Worse ways to kill a few hours. But not many.
Fist Power is neither a particularly good movie nor a particularly bad one. It's pretty much average in every way. From the plot to the action and even the acting.
The usually reliable Anthony Wong (The Mission,Infernal Affairs)continues his attempt to star in more movies than your average pornstar as Chiu, an officer based with the British army in Hong Kong. The movie opens setting up Chiu as one of those sympathetic villains by showing him as a family man who is treated badly by his ex-wife when she takes his son to live with her and her new boyfriend.
For a moment I thought that it may have been a rarity in lower budget HK action cinema where theres a 3 dimmensional villain character. Unfortunatley the plot is not strong enough to support such developments, and by the end he is for the most part painted as a psychotic madman. Any illusions of a gray area in the usually black and white world of heroes and villains is handled rather clumsily. It's almost patronizing the way they felt the need to make it more obvious to the audience that he was indeed the villain.
We are introduced to Cheuk (Man Cheuk Chiu) a security expert from the mainland who has just come to Hong Kong with his family. He crosses paths with Chiu but in a fairly amicable way at first... until on taking his nephew to school one day he finds Chiu has taken the school hostage in an attempt to negotiate custody of his son.
Being a security expert and having briefly met Chiu as well as having an emotional tie to the situation, Cheuk is inevitabley involved in negotiations to free the hostages. And so it goes. Add to the plot a love interest, some high speed car chases and some mediocre martial arts sequences and you have at best a fairly exciting thriller and at worst a martial arts thriller that fails to stand out from most other releases of the time.

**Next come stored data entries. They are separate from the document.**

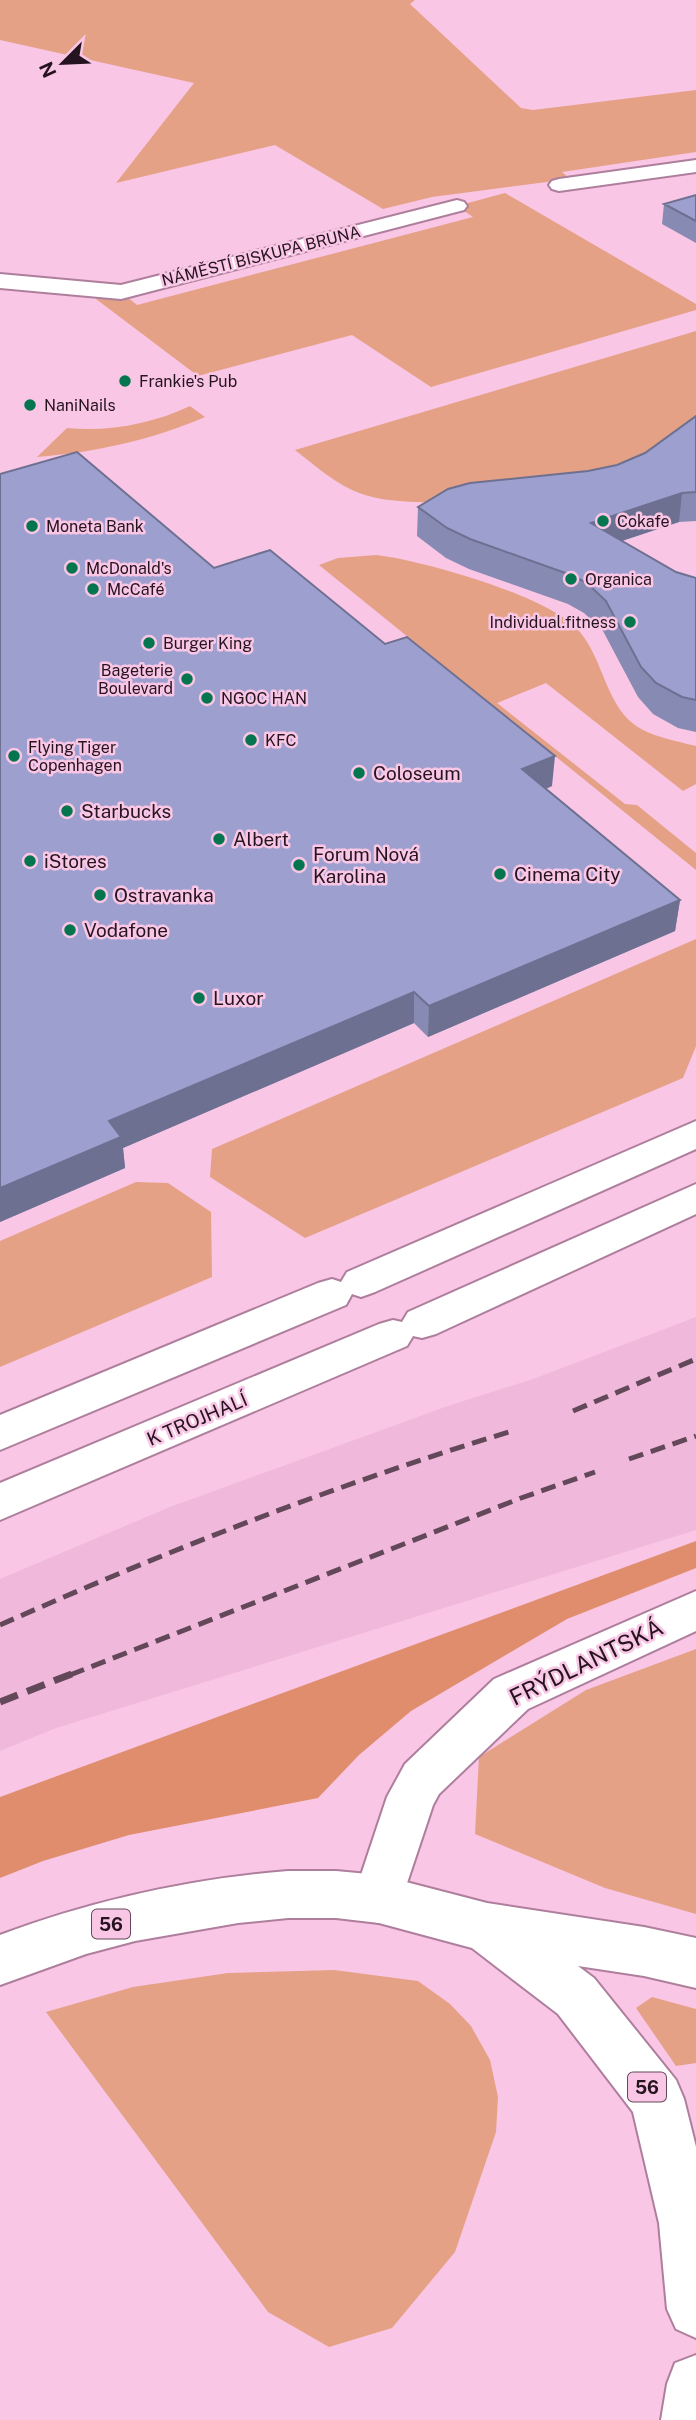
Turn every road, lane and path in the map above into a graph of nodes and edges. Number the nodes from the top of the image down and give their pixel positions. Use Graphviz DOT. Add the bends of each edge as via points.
graph roads {
  1 [pos="696,166"];
  2 [pos="559,185"];
  3 [pos="457,206"];
  4 [pos="0,281"];
  5 [pos="696,1134"];
  6 [pos="696,1198"];
  7 [pos="0,1433"];
  8 [pos="0,1502"];
  9 [pos="696,1610"];
  10 [pos="378,1899"];
  11 [pos="485,1927"];
  12 [pos="0,1960"];
  13 [pos="696,1964"];
  14 [pos="696,2309"];
  15 [pos="696,2384"];
  16 [pos="691,2420"];
  1 -- 2 [label="main road"];
  3 -- 4 [label="main road, NÁMĚSTÍ BISKUPA BRUNA" via="121,292"];
  5 -- 7 [label="main road"];
  6 -- 8 [label="main road, K TROJHALÍ" via="408,1329"];
  9 -- 10 [label="main road, FRÝDLANTSKÁ" via="511,1694 422,1779 411,1797"];
  10 -- 11 [label="main road, 56"];
  10 -- 12 [label="main road, 56" via="260,1896 116,1922"];
  11 -- 13 [label="main road, 56" via="665,1955"];
  11 -- 14 [label="main road, 56" via="576,1996 657,2099 687,2223"];
  15 -- 16 [label="main road"];
}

The dissapointing thing with Fist Power is it has potential. Tony Wong is a good actor who could easily have pulled off the role with more meat had the script allowed it. A less cut and dry charicature of the villain may have added more life to the story, but thats not it's only fault. Since he was involved with the British Army I dont understand why they didn't take advantage of Wong's Eurasian background either, a role he played so well in Colour of the Truth. At times it's just way too cheesy and predictable and from someone like Man Cheuk Chiu who showed what he can do with good choreography in Blacksheep Affair and The Blade most of the fights are... well rubbish.
All in all not really recommended but if your a Man Cheuk Chiu fan better this than Body Weapon.